Take every line from the entries below that includes the word "Selfmaster" and copy it.

EXERCISE INPUTS
Content starts

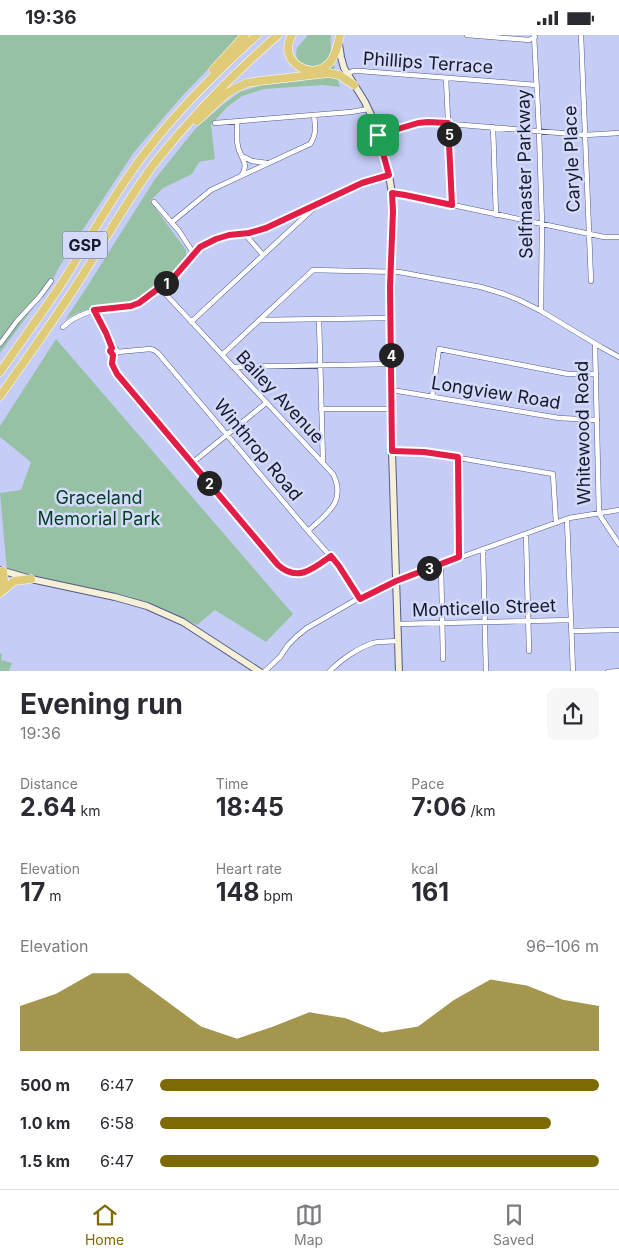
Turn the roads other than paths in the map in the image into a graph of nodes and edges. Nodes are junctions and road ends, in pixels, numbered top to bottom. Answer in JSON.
{"nodes":[{"id":1,"x":245,"y":35,"type":"edge"},
{"id":2,"x":258,"y":35,"type":"edge"},
{"id":3,"x":278,"y":35,"type":"edge"},
{"id":4,"x":292,"y":35,"type":"edge"},
{"id":5,"x":340,"y":35,"type":"edge"},
{"id":6,"x":468,"y":35,"type":"edge"},
{"id":7,"x":581,"y":35,"type":"edge"},
{"id":8,"x":535,"y":36,"type":"edge"},
{"id":9,"x":315,"y":70,"type":"junction"},
{"id":10,"x":347,"y":74,"type":"junction"},
{"id":11,"x":446,"y":78,"type":"junction"},
{"id":12,"x":354,"y":85,"type":"junction"},
{"id":13,"x":537,"y":85,"type":"junction"},
{"id":14,"x":368,"y":109,"type":"junction"},
{"id":15,"x":314,"y":115,"type":"junction"},
{"id":16,"x":172,"y":120,"type":"junction"},
{"id":17,"x":237,"y":121,"type":"junction"},
{"id":18,"x":215,"y":123,"type":"dead end"},
{"id":19,"x":448,"y":123,"type":"junction"},
{"id":20,"x":493,"y":127,"type":"junction"},
{"id":21,"x":539,"y":131,"type":"junction"},
{"id":22,"x":619,"y":133,"type":"edge"},
{"id":23,"x":378,"y":135,"type":"junction"},
{"id":24,"x":585,"y":135,"type":"junction"},
{"id":25,"x":166,"y":149,"type":"junction"},
{"id":26,"x":243,"y":156,"type":"junction"},
{"id":27,"x":272,"y":163,"type":"junction"},
{"id":28,"x":389,"y":175,"type":"junction"},
{"id":29,"x":242,"y":176,"type":"junction"},
{"id":30,"x":392,"y":193,"type":"junction"},
{"id":31,"x":154,"y":202,"type":"dead end"},
{"id":32,"x":318,"y":204,"type":"junction"},
{"id":33,"x":452,"y":205,"type":"junction"},
{"id":34,"x":496,"y":215,"type":"junction"},
{"id":35,"x":172,"y":222,"type":"junction"},
{"id":36,"x":542,"y":224,"type":"junction"},
{"id":37,"x":244,"y":233,"type":"junction"},
{"id":38,"x":589,"y":234,"type":"junction"},
{"id":39,"x":619,"y":237,"type":"edge"},
{"id":40,"x":194,"y":254,"type":"junction"},
{"id":41,"x":263,"y":255,"type":"junction"},
{"id":42,"x":391,"y":272,"type":"junction"},
{"id":43,"x":50,"y":281,"type":"dead end"},
{"id":44,"x":591,"y":281,"type":"dead end"},
{"id":45,"x":160,"y":288,"type":"junction"},
{"id":46,"x":94,"y":310,"type":"junction"},
{"id":47,"x":541,"y":311,"type":"junction"},
{"id":48,"x":390,"y":318,"type":"junction"},
{"id":49,"x":319,"y":319,"type":"junction"},
{"id":50,"x":259,"y":320,"type":"junction"},
{"id":51,"x":191,"y":322,"type":"junction"},
{"id":52,"x":63,"y":327,"type":"dead end"},
{"id":53,"x":0,"y":344,"type":"edge"},
{"id":54,"x":595,"y":344,"type":"junction"},
{"id":55,"x":115,"y":354,"type":"junction"},
{"id":56,"x":222,"y":355,"type":"junction"},
{"id":57,"x":619,"y":357,"type":"edge"},
{"id":58,"x":392,"y":364,"type":"junction"},
{"id":59,"x":320,"y":365,"type":"junction"},
{"id":60,"x":233,"y":367,"type":"junction"},
{"id":61,"x":0,"y":372,"type":"edge"},
{"id":62,"x":596,"y":374,"type":"junction"},
{"id":63,"x":392,"y":390,"type":"junction"},
{"id":64,"x":432,"y":397,"type":"junction"},
{"id":65,"x":0,"y":398,"type":"edge"},
{"id":66,"x":266,"y":403,"type":"junction"},
{"id":67,"x":321,"y":409,"type":"junction"},
{"id":68,"x":392,"y":409,"type":"junction"},
{"id":69,"x":597,"y":419,"type":"junction"},
{"id":70,"x":227,"y":434,"type":"junction"},
{"id":71,"x":392,"y":451,"type":"junction"},
{"id":72,"x":458,"y":457,"type":"junction"},
{"id":73,"x":192,"y":463,"type":"junction"},
{"id":74,"x":323,"y":463,"type":"junction"},
{"id":75,"x":619,"y":510,"type":"edge"},
{"id":76,"x":599,"y":513,"type":"junction"},
{"id":77,"x":568,"y":519,"type":"junction"},
{"id":78,"x":556,"y":523,"type":"junction"},
{"id":79,"x":308,"y":531,"type":"junction"},
{"id":80,"x":526,"y":534,"type":"junction"},
{"id":81,"x":619,"y":544,"type":"edge"},
{"id":82,"x":483,"y":549,"type":"junction"},
{"id":83,"x":331,"y":556,"type":"junction"},
{"id":84,"x":459,"y":557,"type":"junction"},
{"id":85,"x":441,"y":564,"type":"junction"},
{"id":86,"x":2,"y":573,"type":"edge"},
{"id":87,"x":31,"y":579,"type":"junction"},
{"id":88,"x":396,"y":581,"type":"junction"},
{"id":89,"x":0,"y":592,"type":"edge"},
{"id":90,"x":360,"y":599,"type":"junction"},
{"id":91,"x":571,"y":620,"type":"junction"},
{"id":92,"x":528,"y":621,"type":"junction"},
{"id":93,"x":485,"y":622,"type":"junction"},
{"id":94,"x":442,"y":623,"type":"junction"},
{"id":95,"x":397,"y":625,"type":"junction"},
{"id":96,"x":619,"y":630,"type":"edge"},
{"id":97,"x":572,"y":631,"type":"junction"},
{"id":98,"x":398,"y":641,"type":"junction"},
{"id":99,"x":529,"y":651,"type":"dead end"},
{"id":100,"x":443,"y":659,"type":"dead end"},
{"id":101,"x":260,"y":671,"type":"edge"},
{"id":102,"x":264,"y":671,"type":"edge"},
{"id":103,"x":329,"y":671,"type":"edge"},
{"id":104,"x":398,"y":671,"type":"edge"},
{"id":105,"x":486,"y":671,"type":"edge"},
{"id":106,"x":574,"y":671,"type":"edge"},
{"id":107,"x":608,"y":671,"type":"edge"},
{"id":108,"x":619,"y":671,"type":"edge"}],
"edges":[{"from":1,"to":16,"type":"highway"},
{"from":2,"to":16,"type":"highway","number":"GSP"},
{"from":3,"to":25,"type":"highway","number":"GSP"},
{"from":4,"to":9,"type":"highway"},
{"from":5,"to":9,"type":"highway"},
{"from":5,"to":10,"type":"main road"},
{"from":6,"to":8,"type":"street"},
{"from":7,"to":24,"type":"street","name":"Caryle Place"},
{"from":8,"to":13,"type":"street","name":"Selfmaster Parkway"},
{"from":9,"to":10,"type":"highway"},
{"from":10,"to":11,"type":"street","name":"Phillips Terrace"},
{"from":10,"to":12,"type":"main road"},
{"from":11,"to":13,"type":"street","name":"Phillips Terrace"},
{"from":11,"to":19,"type":"street"},
{"from":12,"to":14,"type":"main road"},
{"from":12,"to":25,"type":"highway"},
{"from":13,"to":21,"type":"street","name":"Selfmaster Parkway"},
{"from":14,"to":15,"type":"street"},
{"from":14,"to":23,"type":"main road"},
{"from":15,"to":17,"type":"street"},
{"from":15,"to":27,"type":"street"},
{"from":16,"to":61,"type":"highway","number":"GSP"},
{"from":17,"to":18,"type":"street"},
{"from":17,"to":26,"type":"street"},
{"from":19,"to":20,"type":"street"},
{"from":19,"to":23,"type":"street"},
{"from":19,"to":33,"type":"street"},
{"from":20,"to":21,"type":"street"},
{"from":20,"to":34,"type":"street"},
{"from":21,"to":24,"type":"street"},
{"from":21,"to":36,"type":"street","name":"Selfmaster Parkway"},
{"from":22,"to":24,"type":"street"},
{"from":23,"to":28,"type":"main road"},
{"from":24,"to":38,"type":"street","name":"Caryle Place"},
{"from":25,"to":65,"type":"highway","number":"GSP"},
{"from":26,"to":27,"type":"street"},
{"from":26,"to":29,"type":"street"},
{"from":27,"to":29,"type":"street"},
{"from":28,"to":30,"type":"main road"},
{"from":28,"to":32,"type":"street"},
{"from":29,"to":35,"type":"street"},
{"from":30,"to":33,"type":"street"},
{"from":30,"to":42,"type":"main road"},
{"from":31,"to":35,"type":"street"},
{"from":32,"to":37,"type":"street"},
{"from":32,"to":41,"type":"street"},
{"from":33,"to":34,"type":"street"},
{"from":34,"to":36,"type":"street"},
{"from":35,"to":40,"type":"street"},
{"from":36,"to":38,"type":"street"},
{"from":36,"to":47,"type":"street","name":"Selfmaster Parkway"},
{"from":37,"to":40,"type":"street"},
{"from":37,"to":41,"type":"street"},
{"from":38,"to":39,"type":"street"},
{"from":38,"to":44,"type":"street","name":"Caryle Place"},
{"from":40,"to":45,"type":"street"},
{"from":41,"to":51,"type":"street"},
{"from":42,"to":47,"type":"street"},
{"from":42,"to":48,"type":"main road"},
{"from":42,"to":50,"type":"street"},
{"from":43,"to":53,"type":"street"},
{"from":45,"to":46,"type":"street"},
{"from":45,"to":51,"type":"street","name":"Bailey Avenue"},
{"from":46,"to":52,"type":"street"},
{"from":46,"to":55,"type":"street"},
{"from":47,"to":54,"type":"street"},
{"from":48,"to":49,"type":"street"},
{"from":48,"to":58,"type":"main road"},
{"from":49,"to":50,"type":"street"},
{"from":49,"to":59,"type":"street"},
{"from":50,"to":56,"type":"street"},
{"from":51,"to":56,"type":"street","name":"Bailey Avenue"},
{"from":54,"to":57,"type":"street"},
{"from":54,"to":62,"type":"street","name":"Whitewood Road"},
{"from":55,"to":70,"type":"street","name":"Winthrop Road"},
{"from":55,"to":73,"type":"street"},
{"from":56,"to":60,"type":"street","name":"Bailey Avenue"},
{"from":58,"to":59,"type":"street"},
{"from":58,"to":63,"type":"main road"},
{"from":59,"to":60,"type":"street"},
{"from":59,"to":67,"type":"street"},
{"from":60,"to":66,"type":"street","name":"Bailey Avenue"},
{"from":62,"to":64,"type":"street"},
{"from":62,"to":69,"type":"street","name":"Whitewood Road"},
{"from":63,"to":64,"type":"street","name":"Longview Road"},
{"from":63,"to":68,"type":"main road"},
{"from":64,"to":69,"type":"street","name":"Longview Road"},
{"from":66,"to":70,"type":"street"},
{"from":66,"to":74,"type":"street","name":"Bailey Avenue"},
{"from":67,"to":68,"type":"street"},
{"from":67,"to":74,"type":"street"},
{"from":68,"to":71,"type":"main road"},
{"from":69,"to":76,"type":"street","name":"Whitewood Road"},
{"from":70,"to":73,"type":"street"},
{"from":70,"to":79,"type":"street","name":"Winthrop Road"},
{"from":71,"to":72,"type":"street"},
{"from":71,"to":88,"type":"main road"},
{"from":72,"to":78,"type":"street"},
{"from":72,"to":84,"type":"street"},
{"from":73,"to":83,"type":"street"},
{"from":74,"to":79,"type":"street","name":"Bailey Avenue"},
{"from":75,"to":76,"type":"street"},
{"from":76,"to":77,"type":"street"},
{"from":76,"to":81,"type":"street","name":"Whitewood Road"},
{"from":77,"to":78,"type":"street"},
{"from":77,"to":91,"type":"street"},
{"from":78,"to":80,"type":"street"},
{"from":79,"to":83,"type":"street","name":"Winthrop Road"},
{"from":80,"to":82,"type":"street"},
{"from":80,"to":92,"type":"street"},
{"from":82,"to":84,"type":"street"},
{"from":82,"to":93,"type":"street"},
{"from":83,"to":90,"type":"street","name":"Winthrop Road"},
{"from":84,"to":85,"type":"street"},
{"from":85,"to":88,"type":"street"},
{"from":85,"to":94,"type":"street"},
{"from":86,"to":87,"type":"main road"},
{"from":86,"to":89,"type":"highway"},
{"from":87,"to":89,"type":"highway"},
{"from":87,"to":101,"type":"main road"},
{"from":88,"to":90,"type":"street"},
{"from":88,"to":95,"type":"main road"},
{"from":90,"to":102,"type":"street"},
{"from":91,"to":92,"type":"street","name":"Monticello Street"},
{"from":91,"to":97,"type":"street"},
{"from":92,"to":93,"type":"street","name":"Monticello Street"},
{"from":92,"to":99,"type":"street"},
{"from":93,"to":94,"type":"street","name":"Monticello Street"},
{"from":93,"to":105,"type":"street"},
{"from":94,"to":95,"type":"street","name":"Monticello Street"},
{"from":94,"to":100,"type":"street"},
{"from":95,"to":98,"type":"main road"},
{"from":96,"to":97,"type":"street"},
{"from":97,"to":106,"type":"street"},
{"from":98,"to":103,"type":"street"},
{"from":98,"to":104,"type":"main road"},
{"from":107,"to":108,"type":"street"}]}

Content ends

COMPLETED TASK
{"from":8,"to":13,"type":"street","name":"Selfmaster Parkway"},
{"from":13,"to":21,"type":"street","name":"Selfmaster Parkway"},
{"from":21,"to":36,"type":"street","name":"Selfmaster Parkway"},
{"from":36,"to":47,"type":"street","name":"Selfmaster Parkway"},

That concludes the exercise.